Your answer should consist of the lines in the data below that contain "West".

# Entries shown
◆ ◆ ◆ ◆
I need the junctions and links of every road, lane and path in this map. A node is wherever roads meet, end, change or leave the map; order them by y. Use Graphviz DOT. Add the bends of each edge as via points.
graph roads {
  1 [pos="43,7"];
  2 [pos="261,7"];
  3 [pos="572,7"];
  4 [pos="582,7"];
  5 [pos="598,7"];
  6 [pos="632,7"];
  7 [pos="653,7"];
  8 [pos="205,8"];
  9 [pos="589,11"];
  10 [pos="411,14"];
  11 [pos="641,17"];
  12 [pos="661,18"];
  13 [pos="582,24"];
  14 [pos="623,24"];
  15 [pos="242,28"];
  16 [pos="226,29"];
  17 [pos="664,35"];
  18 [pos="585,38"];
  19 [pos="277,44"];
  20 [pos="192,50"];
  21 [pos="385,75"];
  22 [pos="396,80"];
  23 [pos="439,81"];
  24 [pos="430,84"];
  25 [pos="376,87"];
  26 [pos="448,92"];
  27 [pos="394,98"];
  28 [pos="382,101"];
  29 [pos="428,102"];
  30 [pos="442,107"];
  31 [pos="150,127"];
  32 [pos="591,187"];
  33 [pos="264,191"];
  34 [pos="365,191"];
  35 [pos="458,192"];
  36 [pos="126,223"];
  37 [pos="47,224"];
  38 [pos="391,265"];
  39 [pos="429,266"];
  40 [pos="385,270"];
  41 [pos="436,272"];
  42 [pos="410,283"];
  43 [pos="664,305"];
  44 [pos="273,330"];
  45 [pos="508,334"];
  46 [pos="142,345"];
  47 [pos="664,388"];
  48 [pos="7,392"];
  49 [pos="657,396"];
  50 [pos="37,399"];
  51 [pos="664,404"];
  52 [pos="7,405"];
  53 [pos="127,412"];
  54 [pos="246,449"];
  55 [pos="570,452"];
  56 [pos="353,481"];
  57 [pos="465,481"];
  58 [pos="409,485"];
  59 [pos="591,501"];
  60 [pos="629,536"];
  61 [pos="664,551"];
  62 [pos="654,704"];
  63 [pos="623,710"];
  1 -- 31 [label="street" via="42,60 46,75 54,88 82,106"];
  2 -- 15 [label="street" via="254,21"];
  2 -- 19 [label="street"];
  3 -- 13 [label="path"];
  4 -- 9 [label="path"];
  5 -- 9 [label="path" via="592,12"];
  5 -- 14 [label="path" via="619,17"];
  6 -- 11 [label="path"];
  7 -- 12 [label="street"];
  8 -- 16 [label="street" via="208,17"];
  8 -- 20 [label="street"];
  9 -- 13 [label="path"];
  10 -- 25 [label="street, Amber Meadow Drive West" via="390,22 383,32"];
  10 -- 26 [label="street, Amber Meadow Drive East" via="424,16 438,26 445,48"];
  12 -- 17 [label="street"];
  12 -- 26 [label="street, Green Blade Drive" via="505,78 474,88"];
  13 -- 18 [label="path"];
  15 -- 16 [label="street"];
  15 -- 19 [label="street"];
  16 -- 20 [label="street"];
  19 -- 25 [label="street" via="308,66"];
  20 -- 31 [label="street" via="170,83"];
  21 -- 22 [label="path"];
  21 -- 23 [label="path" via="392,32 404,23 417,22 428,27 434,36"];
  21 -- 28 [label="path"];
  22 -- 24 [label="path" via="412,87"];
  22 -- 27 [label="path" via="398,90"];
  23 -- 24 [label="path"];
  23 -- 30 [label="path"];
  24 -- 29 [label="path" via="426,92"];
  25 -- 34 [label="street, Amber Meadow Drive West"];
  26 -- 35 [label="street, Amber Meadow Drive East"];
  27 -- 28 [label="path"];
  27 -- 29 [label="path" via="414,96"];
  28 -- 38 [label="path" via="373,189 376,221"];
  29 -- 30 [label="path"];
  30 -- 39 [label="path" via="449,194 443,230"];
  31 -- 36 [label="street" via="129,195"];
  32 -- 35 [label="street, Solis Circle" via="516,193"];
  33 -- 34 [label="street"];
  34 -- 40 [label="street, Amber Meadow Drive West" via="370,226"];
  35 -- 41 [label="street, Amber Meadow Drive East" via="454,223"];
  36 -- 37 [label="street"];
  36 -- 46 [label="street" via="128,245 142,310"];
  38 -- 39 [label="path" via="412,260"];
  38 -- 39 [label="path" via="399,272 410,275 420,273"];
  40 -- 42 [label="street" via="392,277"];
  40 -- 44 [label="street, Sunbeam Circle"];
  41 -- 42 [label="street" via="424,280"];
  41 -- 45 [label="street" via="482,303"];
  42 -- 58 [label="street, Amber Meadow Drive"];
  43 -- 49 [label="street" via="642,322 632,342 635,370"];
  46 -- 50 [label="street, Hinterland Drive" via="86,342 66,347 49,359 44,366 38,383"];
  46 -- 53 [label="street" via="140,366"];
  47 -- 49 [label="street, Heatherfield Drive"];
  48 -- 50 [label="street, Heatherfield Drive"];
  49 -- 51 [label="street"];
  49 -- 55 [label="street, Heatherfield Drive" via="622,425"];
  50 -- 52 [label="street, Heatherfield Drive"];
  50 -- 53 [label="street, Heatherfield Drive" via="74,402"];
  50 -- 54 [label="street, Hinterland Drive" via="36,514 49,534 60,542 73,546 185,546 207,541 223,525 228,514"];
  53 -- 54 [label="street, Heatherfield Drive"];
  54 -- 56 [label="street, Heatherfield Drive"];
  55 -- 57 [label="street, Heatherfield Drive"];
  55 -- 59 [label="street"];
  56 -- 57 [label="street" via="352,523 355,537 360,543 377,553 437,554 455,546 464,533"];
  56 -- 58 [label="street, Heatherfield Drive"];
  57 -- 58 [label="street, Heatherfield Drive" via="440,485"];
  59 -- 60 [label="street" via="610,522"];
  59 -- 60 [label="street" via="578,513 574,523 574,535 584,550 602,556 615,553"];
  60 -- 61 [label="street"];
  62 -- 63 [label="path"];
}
◆ ◆ ◆ ◆
# Written answer
  10 -- 25 [label="street, Amber Meadow Drive West" via="390,22 383,32"];
  25 -- 34 [label="street, Amber Meadow Drive West"];
  34 -- 40 [label="street, Amber Meadow Drive West" via="370,226"];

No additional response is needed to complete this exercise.